Jesus calls us to an utterly simple life. “Love one another,” Jesus says repeatedly in the Gospel of John. But that doesn’t mean it’s easy. This love isn’t an emotion we muster up. Rather, it’s a reality we enter into. Jesus isn’t commanding us to find a way to love, as if loving is something difficult for us, something foreign to our species. Although, when we look around ourselves so much of what we see makes it look like anger and bitterness, brokenness and violence are the more natural to us than love. But Jesus tells us that our enmity toward one another and toward creation is because we’ve grown so foreign to ourselves, so distant from God and our our God-breathed nature. Sin is that condition, that inner dissociation, from not only God and others, but from our truest selves.
In the Gospel of John, Jesus tells us that when the Spirit comes (John 14.15-21) we will become what and who we were made to be. “On that day you will know that I am in my Father, and you in me, and I in you” (14.20). We will come home in the truest sense of the world—home to God, home to ourselves, home to our relationships with others (14.23). No more of that distance between us that is haunted by sin and enmity. Instead, unity, oneness, and harmony are the natural condition of our existence, the reality we’re all yearning for (Acts 17.26-27).
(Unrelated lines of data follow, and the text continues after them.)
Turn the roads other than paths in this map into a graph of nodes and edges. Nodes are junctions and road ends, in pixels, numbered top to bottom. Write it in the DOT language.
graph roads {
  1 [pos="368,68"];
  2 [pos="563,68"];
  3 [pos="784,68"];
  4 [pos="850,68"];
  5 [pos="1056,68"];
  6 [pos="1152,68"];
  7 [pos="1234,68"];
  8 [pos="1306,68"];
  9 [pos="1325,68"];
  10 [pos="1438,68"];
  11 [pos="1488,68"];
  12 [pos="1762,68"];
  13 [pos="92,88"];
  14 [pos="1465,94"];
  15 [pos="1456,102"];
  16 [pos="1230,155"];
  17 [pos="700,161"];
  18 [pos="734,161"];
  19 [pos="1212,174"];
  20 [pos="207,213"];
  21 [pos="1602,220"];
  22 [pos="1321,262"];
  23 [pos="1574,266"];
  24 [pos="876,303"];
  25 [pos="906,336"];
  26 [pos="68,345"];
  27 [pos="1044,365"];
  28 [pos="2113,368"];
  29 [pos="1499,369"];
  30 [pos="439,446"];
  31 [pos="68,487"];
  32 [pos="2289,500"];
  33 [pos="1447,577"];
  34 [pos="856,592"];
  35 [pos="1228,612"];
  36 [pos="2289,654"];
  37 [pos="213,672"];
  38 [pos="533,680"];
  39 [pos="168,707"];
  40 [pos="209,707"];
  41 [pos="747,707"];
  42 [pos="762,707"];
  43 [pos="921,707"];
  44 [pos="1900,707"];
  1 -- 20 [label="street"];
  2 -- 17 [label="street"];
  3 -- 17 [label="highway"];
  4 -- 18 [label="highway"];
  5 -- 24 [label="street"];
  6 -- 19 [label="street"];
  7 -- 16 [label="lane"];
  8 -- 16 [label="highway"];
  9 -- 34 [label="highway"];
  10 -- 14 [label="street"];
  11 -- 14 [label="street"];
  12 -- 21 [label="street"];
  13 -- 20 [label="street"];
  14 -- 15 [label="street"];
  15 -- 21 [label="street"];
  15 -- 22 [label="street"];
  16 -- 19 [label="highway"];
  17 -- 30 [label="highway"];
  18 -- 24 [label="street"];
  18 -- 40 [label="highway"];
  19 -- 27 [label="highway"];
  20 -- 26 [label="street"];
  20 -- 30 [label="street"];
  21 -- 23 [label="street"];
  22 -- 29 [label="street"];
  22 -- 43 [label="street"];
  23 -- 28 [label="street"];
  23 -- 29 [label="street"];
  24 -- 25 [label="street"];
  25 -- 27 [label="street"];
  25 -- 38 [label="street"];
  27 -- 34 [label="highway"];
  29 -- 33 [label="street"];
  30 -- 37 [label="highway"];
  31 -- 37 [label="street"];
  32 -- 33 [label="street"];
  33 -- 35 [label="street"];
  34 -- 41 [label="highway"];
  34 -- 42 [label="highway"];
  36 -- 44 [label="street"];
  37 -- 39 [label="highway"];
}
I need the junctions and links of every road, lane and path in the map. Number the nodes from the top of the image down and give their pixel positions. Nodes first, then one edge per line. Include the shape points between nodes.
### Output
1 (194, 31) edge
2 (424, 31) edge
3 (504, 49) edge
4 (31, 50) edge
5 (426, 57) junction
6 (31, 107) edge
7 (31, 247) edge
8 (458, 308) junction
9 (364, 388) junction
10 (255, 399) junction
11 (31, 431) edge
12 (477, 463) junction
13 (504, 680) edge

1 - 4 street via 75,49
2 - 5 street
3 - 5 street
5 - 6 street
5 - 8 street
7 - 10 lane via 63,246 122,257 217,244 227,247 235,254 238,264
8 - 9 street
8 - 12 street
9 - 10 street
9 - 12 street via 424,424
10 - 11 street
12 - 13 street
All this was given, as promised (John 14.20), on the day of Pentecost when the Holy Spirit was poured out (Acts 2). While it’s true that much of the world is dull and blind to this outpouring, or rejects it entirely, doesn’t mean it hasn’t come—that the Spirit is not at work. Sometimes the Spirit moves like a mighty wind; other times, the Spirit’s secretive, like breath—a presence that is making life possible whether we acknowledge that life-giving Force or not.
The earliest disciples struggled with this slow-moving awakening. “How is it that you will reveal yourself to us, and not to the world?” (14.22). Why don’t you just make it clear and easy, Jesus? Why all this stealth? Why not use a trumpet, like Caesar does, for goodness’ sake?
Because, according to Jesus, that’s not the way God works. Jesus reveals the truth of God in the most ordinary way. Nothing spectacular. Nothing sensational. Just the ordinary love shared between ordinary people in ordinary ways. When we love we are living in God and God is living in us. We don’t have to go anywhere to find God. We don’t need a new book, a conference, a pastor or priest, a guru or imam. To know God, we simply need to do what Jesus commanded, “Love one another.” For when we love, we lack nothing. All we truly need is given to us. We come home (John 14.23), truly home—to ourselves, to our relationships, to God. And when we do the world changes, bit by bit, turn by turn, toward the wholeness of God.
This Pentecost (June 8th) we’ll remember all this. We’ll hear again the invitation of Jesus to embrace the Spirit, the Advocate, the Comforter . . . to enter more fully into this utterly simple way of Jesus: the way of love.
So, here’s my invitation to you this summer:
1. Pray. Practice a simpler form of daily prayer this summer. Enter into a few minutes of silence and stillness. Invite the Holy Spirit to draw you into the love of God. Then simply and reverently pray the words: “I love you.” At first these will be your words toward God, and then you may find that they seem to become God’s own words toward you. Pray and listen. Then rest in this experience of simple and deep affection—yours for God and God’s for you.
2. Look. Take regular notice of those who are different from you, and nurture your love for others. The opportunity to do this will come to you every day . . . several times each day. The clerk at the store. A neighbor. Folks walking or driving beside you. Someone in the media. Your teenager or parent. A voice . . . a body type . . . an opinion . . . a behavior. Look for ways these differences show evidence of God’s amazing diversity and the way that diversity represents the grandeur of God.
3. Do. Love is an act. Do something this summer that regularly moves you to live out the simply way of Jesus, “Love one another.” Of course you might do something for another that’s out of the ordinary. Help a homeless person. Care for an elderly neighbor. Become an advocate against some injustice that casts an ugly shadow upon a person, a creature, or some part of God's larger creation. But don’t ignore loving those right around you—in your family, friendships, and workplace.
The way of Jesus is utterly simple and do-able: “Love one another.”
It’s a way that has immense power to change the world.